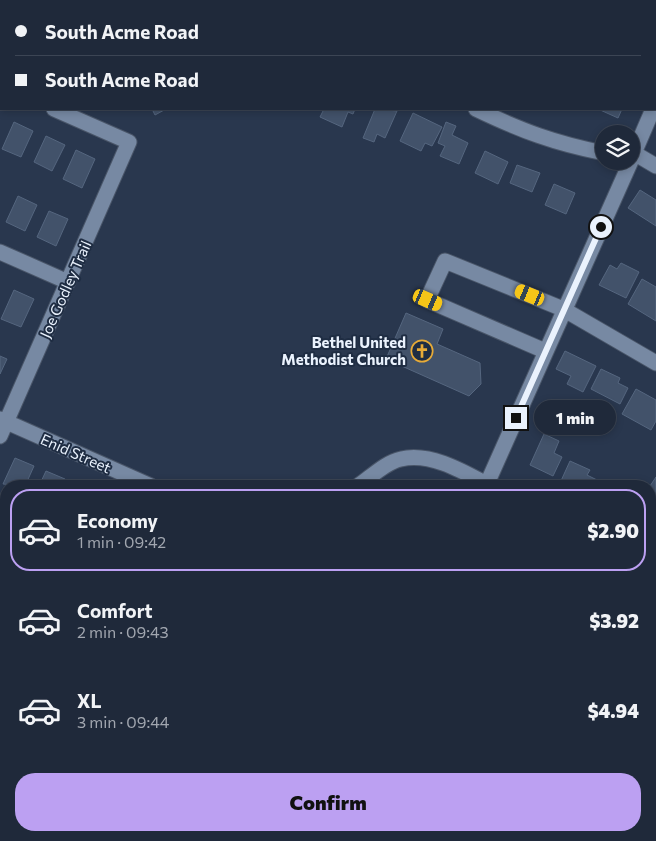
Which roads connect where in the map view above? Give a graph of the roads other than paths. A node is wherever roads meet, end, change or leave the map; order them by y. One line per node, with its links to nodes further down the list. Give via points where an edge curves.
1 (56, 110): 10 (street, Joe Godley Trail, via 130,142)
2 (478, 110): 5 (street, via 541,137)
3 (653, 110): 4 (street)
4 (640, 140)
5 (595, 151)
6 (640, 161): 7 (street)
7 (656, 166)
8 (627, 170): 11 (street)
9 (0, 252): 10 (street)
10 (68, 282): 14 (street, Joe Godley Trail)
11 (564, 309): 12 (street); 12 (street, via 445,261 428,300); 13 (street)
12 (545, 351): 19 (street)
13 (656, 363)
14 (3, 421): 15 (street, Joe Godley Trail); 16 (street, Enid Street)
15 (0, 436)
16 (137, 480)
17 (366, 480): 18 (street, via 401,459 423,458 441,462)
18 (476, 480)
19 (491, 480)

--- --- ---

- _INSTRUCTIONS TO FOLLOW_:
All of the material above is to be retyped exactly, with no pictures included.

- _SOLUTION_:
Which roads connect where in the map view above? Give a graph of the roads other than paths. A node is wherever roads meet, end, change or leave the map; order them by y. One line per node, with its links to nodes further down the list. Give via points where an edge curves.
1 (56, 110): 10 (street, Joe Godley Trail, via 130,142)
2 (478, 110): 5 (street, via 541,137)
3 (653, 110): 4 (street)
4 (640, 140)
5 (595, 151)
6 (640, 161): 7 (street)
7 (656, 166)
8 (627, 170): 11 (street)
9 (0, 252): 10 (street)
10 (68, 282): 14 (street, Joe Godley Trail)
11 (564, 309): 12 (street); 12 (street, via 445,261 428,300); 13 (street)
12 (545, 351): 19 (street)
13 (656, 363)
14 (3, 421): 15 (street, Joe Godley Trail); 16 (street, Enid Street)
15 (0, 436)
16 (137, 480)
17 (366, 480): 18 (street, via 401,459 423,458 441,462)
18 (476, 480)
19 (491, 480)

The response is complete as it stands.